Cuando Kitty llegó hasta el grupo en que Ana hablaba con el dueño de la casa, oyóla decir: « No, yo no tiraré la primera piedra, aunque no apruebe.»» Y al ver á Kitty, acogióla con una sonrisa cariñosa y protectora. Una rápida ojeada le bastó para juzgar del traje de la joven, é hizo una ligera señal de aprobación que Kitty comprendió al punto.

—Ha hecho usted su entrada bailando—la dijo.

— Me concederá usted una vuelta de vals, Ana Arcadievna?—preguntó Korsunsky inclinándose.

—Se conocían ustedes?—preguntó el dueño de la casa.

A quién no conocemos mi esposa y yo?—replicó Korsunsky; somos como el lobo blanco. ¿Accede usted, Ana?

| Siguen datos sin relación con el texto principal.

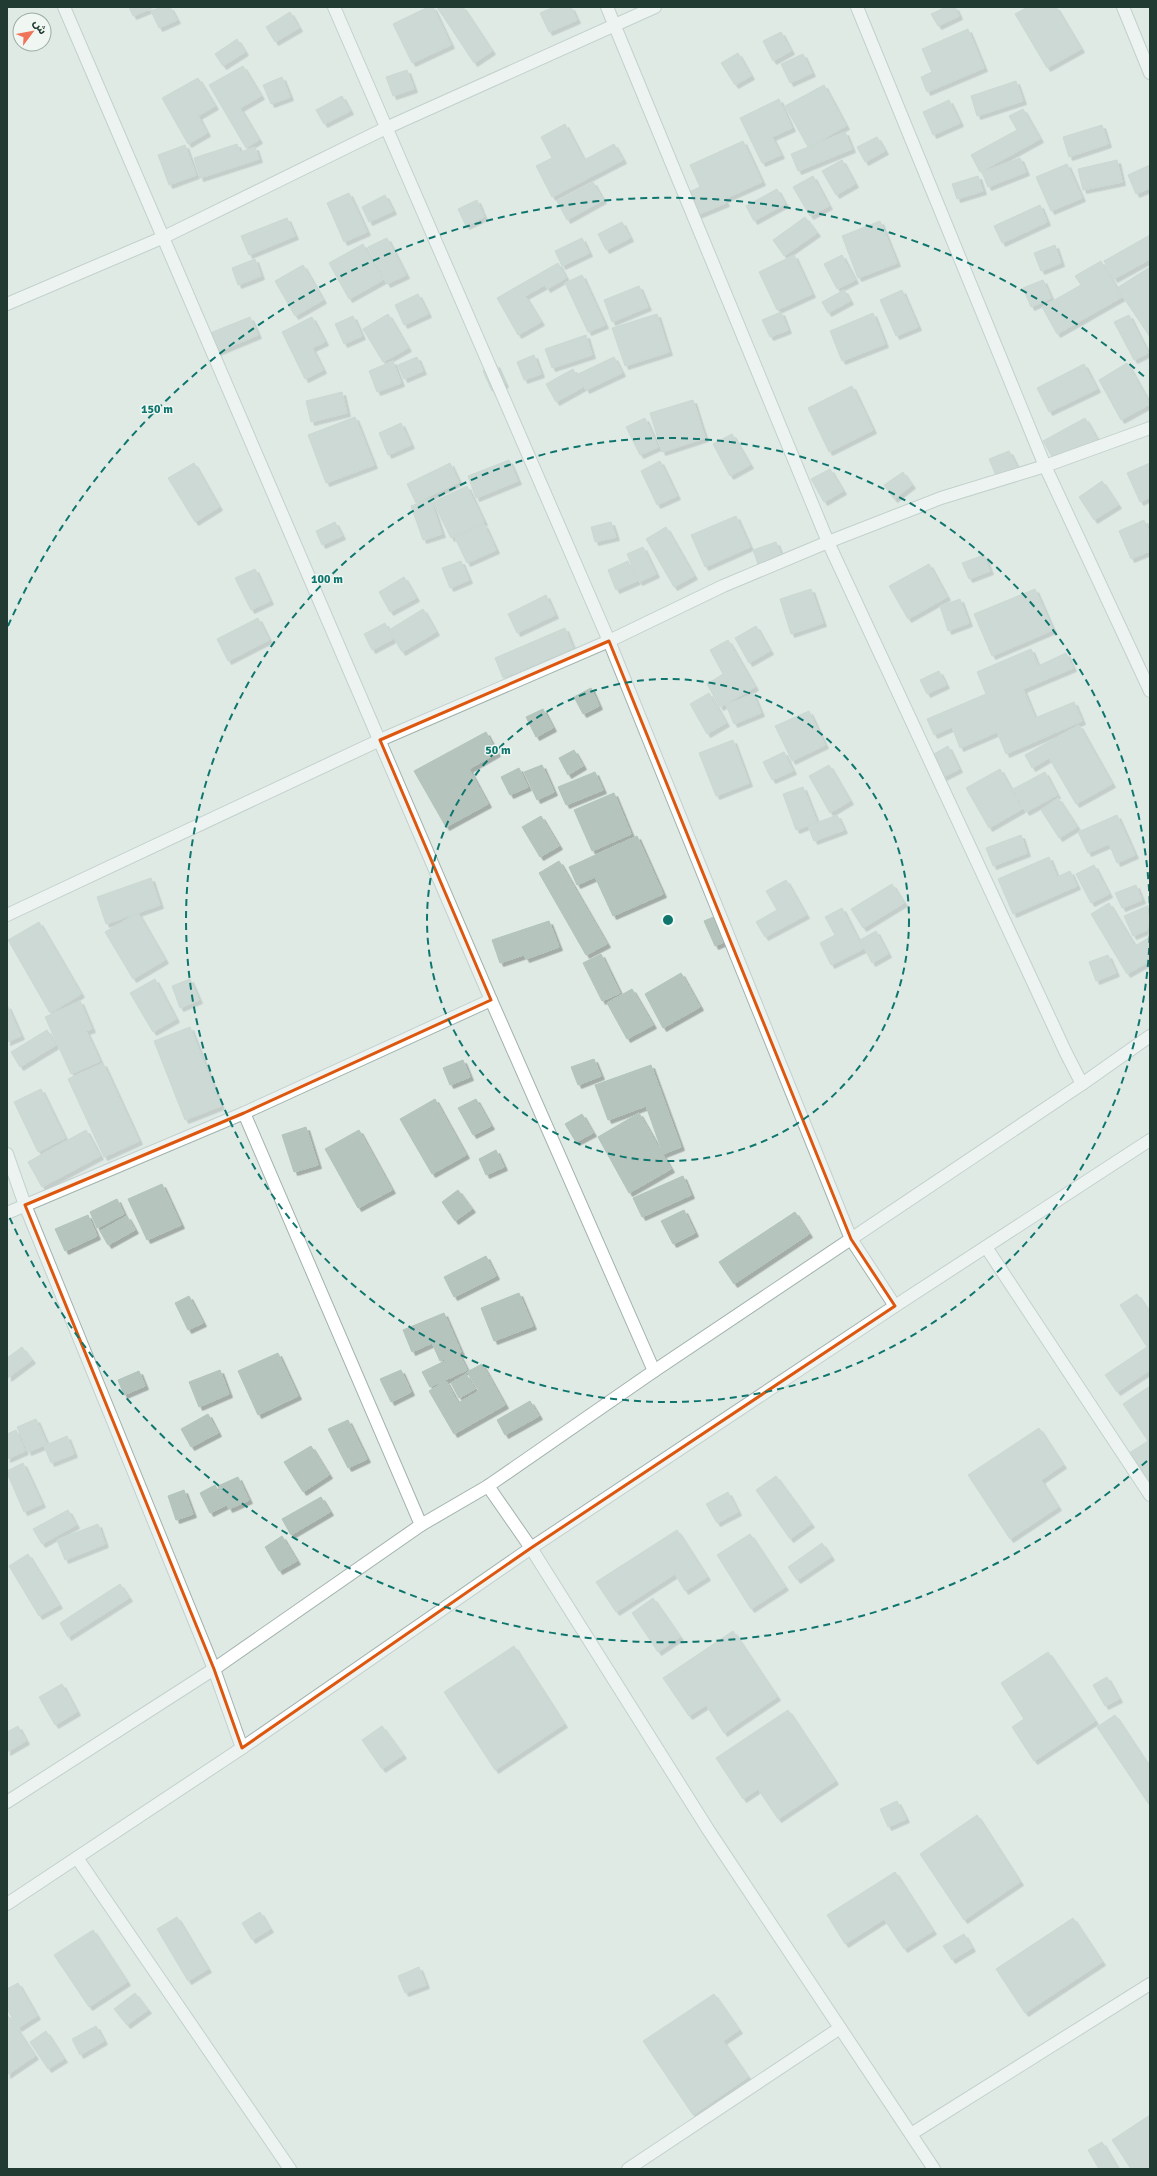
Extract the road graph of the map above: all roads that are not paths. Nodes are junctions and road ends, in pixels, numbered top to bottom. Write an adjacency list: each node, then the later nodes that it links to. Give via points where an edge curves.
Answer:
1 (64, 7): 10 (street)
2 (334, 7): 9 (street)
3 (607, 7): 7 (street)
4 (655, 7): 7 (street)
5 (857, 7): 13 (street)
6 (1123, 7): 8 (street)
7 (614, 24): 9 (street); 14 (street)
8 (1150, 73)
9 (386, 128): 10 (street); 15 (street)
10 (164, 237): 11 (street); 17 (street)
11 (7, 304)
12 (1150, 428): 13 (street)
13 (1045, 466): 14 (street, via 941,498); 16 (street)
14 (828, 542): 15 (street, via 723,586); 21 (street)
15 (609, 641): 17 (street); 27 (street)
16 (1150, 691)
17 (380, 740): 18 (street); 19 (street)
18 (7, 915)
19 (491, 1000): 22 (street); 30 (street)
20 (1150, 1036): 21 (street)
21 (1082, 1084): 27 (street)
22 (244, 1113): 25 (street); 33 (street)
23 (1150, 1140): 28 (street)
24 (7, 1154): 25 (street)
25 (25, 1205): 26 (street); 35 (street)
26 (7, 1213)
27 (851, 1239): 29 (street); 30 (street)
28 (986, 1247): 29 (street); 32 (street)
29 (894, 1306): 34 (street)
30 (654, 1371): 31 (street)
31 (488, 1486): 33 (street); 34 (street)
32 (1150, 1495)
33 (421, 1525): 35 (street)
34 (531, 1548): 36 (street); 41 (street, via 709,1831)
35 (214, 1669): 36 (street); 37 (street)
36 (242, 1748): 38 (street)
37 (7, 1802)
38 (77, 1858): 39 (street); 43 (street)
39 (7, 1904)
40 (1150, 1984): 42 (street)
41 (840, 2028): 42 (street); 44 (street)
42 (911, 2134): 45 (street)
43 (290, 2169)
44 (628, 2169)
45 (934, 2169)

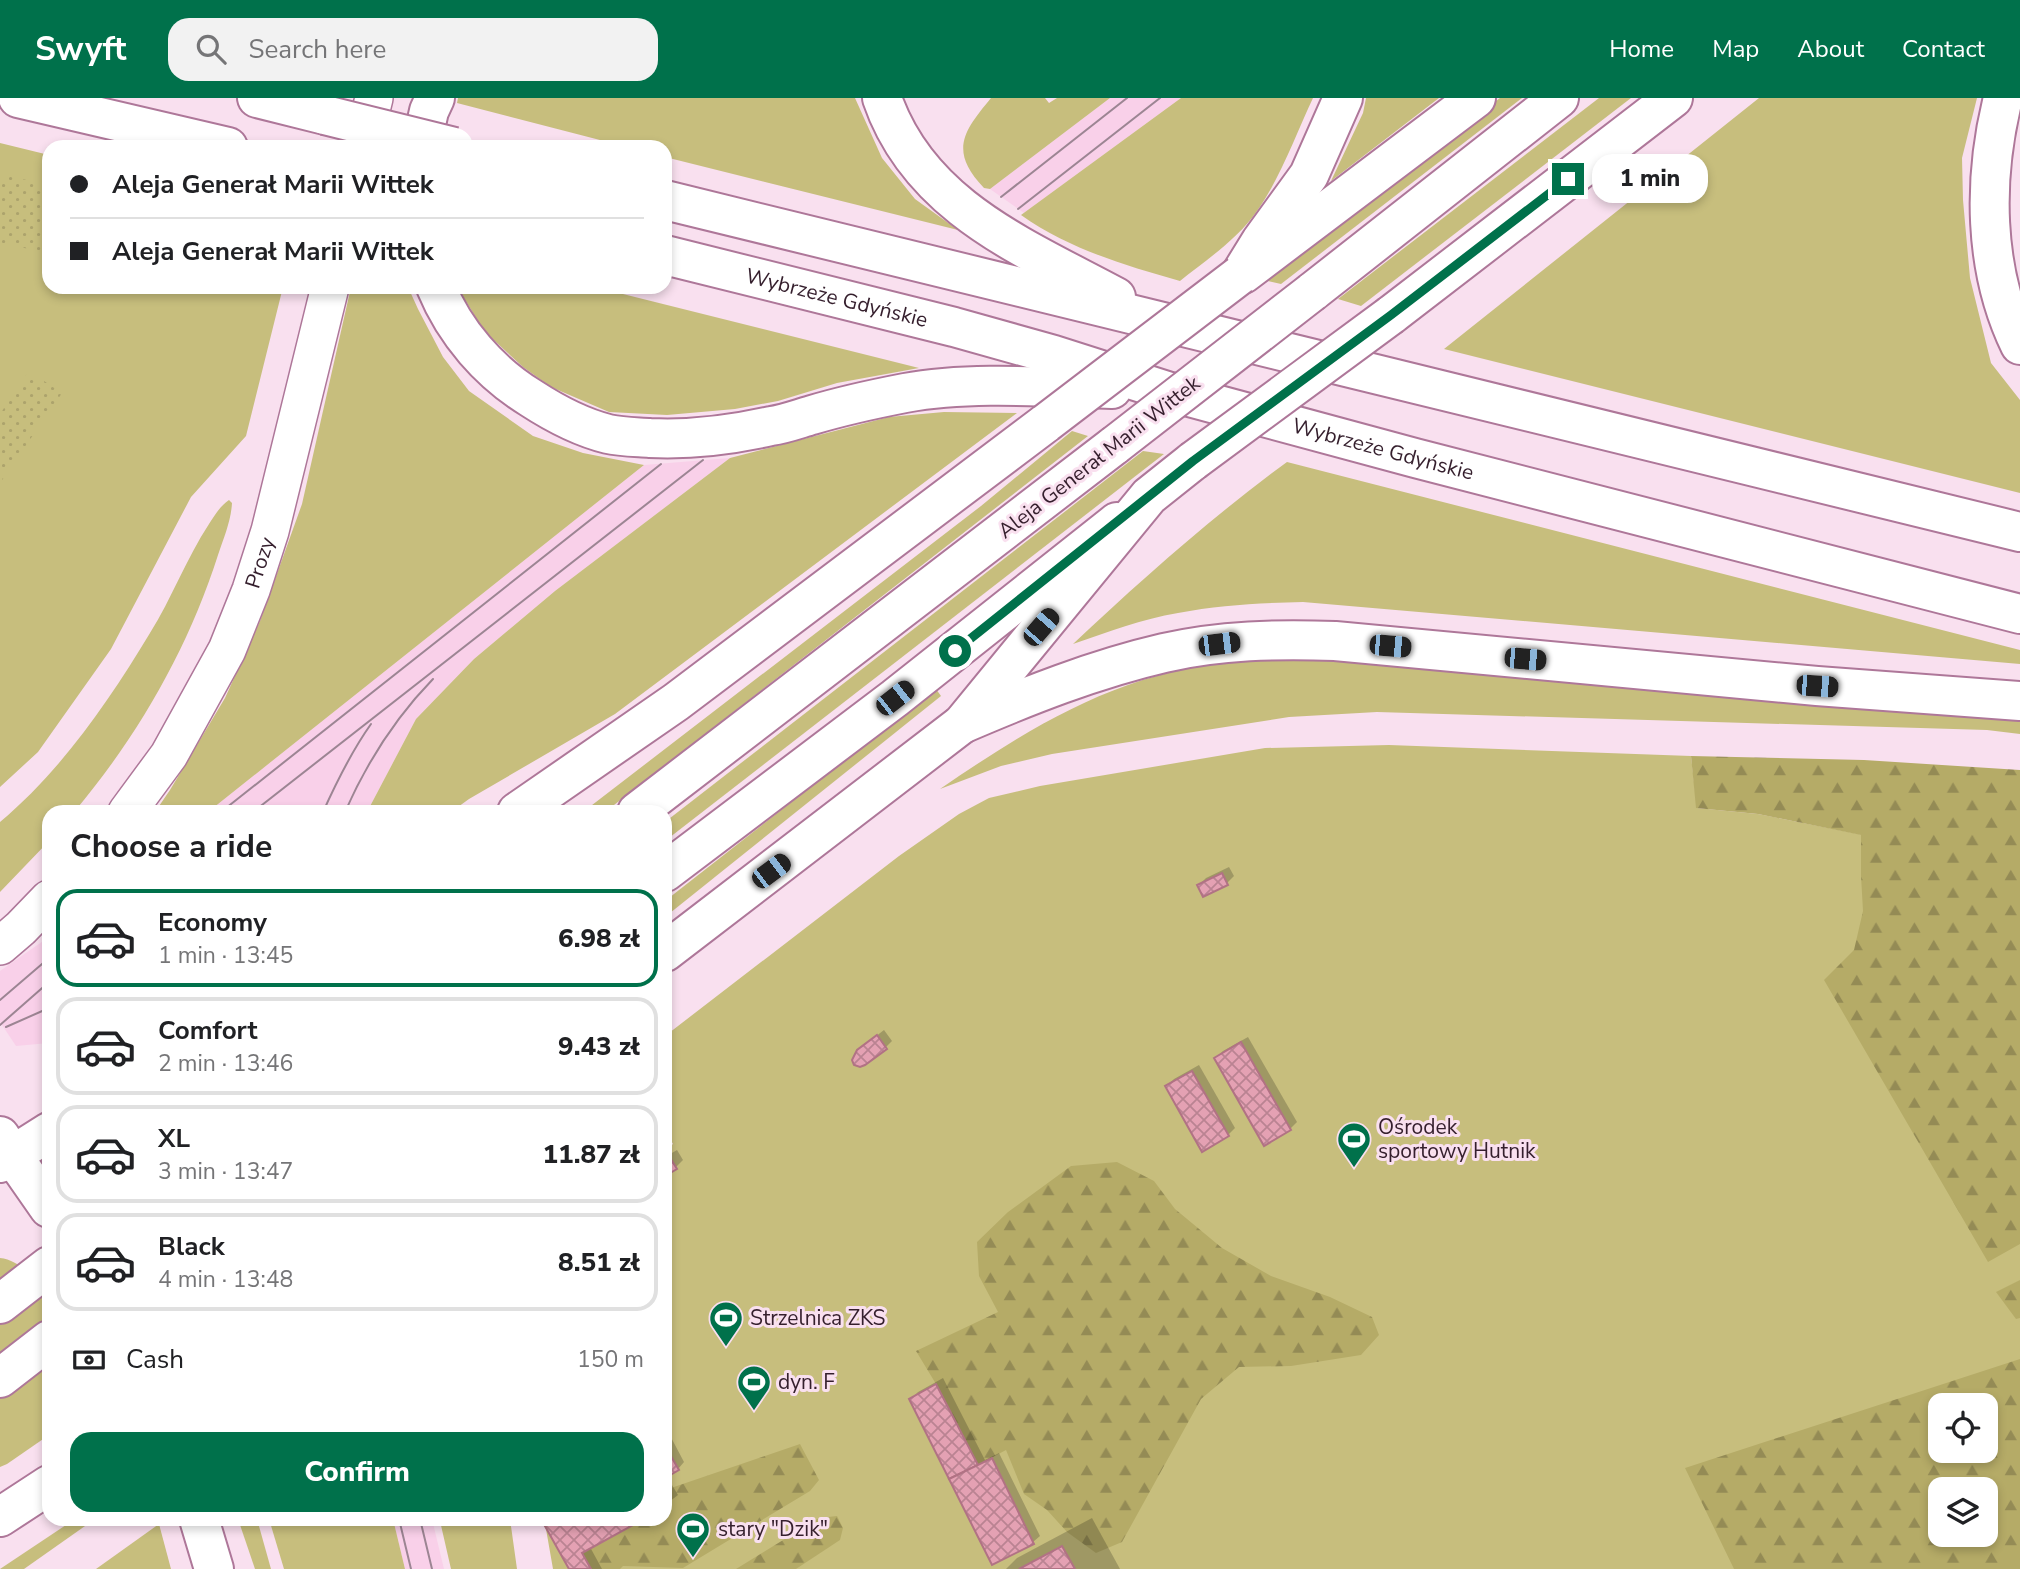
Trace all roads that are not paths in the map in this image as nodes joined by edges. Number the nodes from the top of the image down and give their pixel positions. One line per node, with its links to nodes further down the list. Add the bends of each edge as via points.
1 (18, 98): 11 (main road)
2 (257, 98): 14 (main road, bridge)
3 (374, 98): 12 (street)
4 (435, 98): 13 (main road)
5 (882, 98): 20 (main road, via 921,170 968,214)
6 (1343, 98): 17 (main road, via 1309,175)
7 (1476, 98): 17 (main road)
8 (1559, 98): 30 (main road, Aleja Generał Marii Wittek, bridge)
9 (1673, 98): 23 (main road, bridge)
10 (2003, 98): 21 (main road, via 1991,169 1990,233 2007,314)
11 (198, 140)
12 (364, 140)
13 (423, 140)
14 (426, 140)
15 (672, 202): 20 (main road)
16 (672, 257): 22 (main road, Wybrzeże Gdyńskie, via 967,331)
17 (1240, 275): 29 (main road, bridge, via 677,702)
18 (328, 294): 28 (street, Prozy, via 292,447 251,590 227,650 169,755)
19 (440, 294): 22 (main road, via 469,343 506,381 549,410 609,434 676,439 729,434 941,389 1010,386)
20 (1164, 323): 24 (main road)
21 (2020, 345)
22 (1167, 391): 25 (main road, Wybrzeże Gdyńskie)
23 (1149, 496): 27 (main road); 31 (main road, via 895,698)
24 (2020, 532)
25 (2020, 614)
26 (2020, 701): 27 (main road, via 1335,641 1271,640 1165,653 1028,696)
27 (962, 724): 34 (main road)
28 (132, 805)
29 (527, 805)
30 (646, 805)
31 (672, 867)
32 (42, 906): 33 (street)
33 (0, 946)
34 (672, 946)
35 (42, 1135): 36 (main road)
36 (4, 1151): 37 (main road)
37 (42, 1199)
38 (42, 1271): 39 (main road)
39 (0, 1304)
40 (42, 1345): 41 (main road)
41 (0, 1378)
42 (42, 1490): 43 (main road)
43 (0, 1517)
44 (201, 1526): 45 (main road)
45 (214, 1569)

—No bailo cuando me es posible dispensarme de ello.

—Esta noche no puede ser.

En aquel momento se acercó Wronsky.

—En ese caso, bailemos—contestó, cogiendo vivamente el brazo de Korsunsky, sin hacer aprecio del saludo de Wronsky.

«¿Por qué le tendrá mala voluntad?»—pensó Kitty, al observar que Ana se había abstenido intencionalmente de contestar al saludo de Wronsky.

Este último se acercó á Kitty para recordarle la primera contradanza, manifestando que sentía no haberla visto hacia algún tiempo. La joven contemplaba á Ana, que había comenzado á bailar, y admirábala, escuchando al mismo tiempo á Wronsky. Esperaba que éste la invitaría para el vals; pero como no dijese nada, le miró con aire de asombro.

Wronsky se ruborizó, é invitó á Kitty apresuradamente; mas apenas dieron los primeros pasos, la música cesó. La joven miró á su caballero, cuyo rostro estaba muy cerca del suyo...

Durante largo tiempo, muchos años después, no pudo recordar sin un sentimiento de vergüenza que laceraba su corazón, la mirada amorosa que había fijado en Wronsky y á la cual éste no contestó.

—¡Vals, vals! gritaba Korsunsky en el otro lado de la sala, apoderándose de la primera pareja que encontró, para ir á perderse con ella entre el torbellino de los danzantes.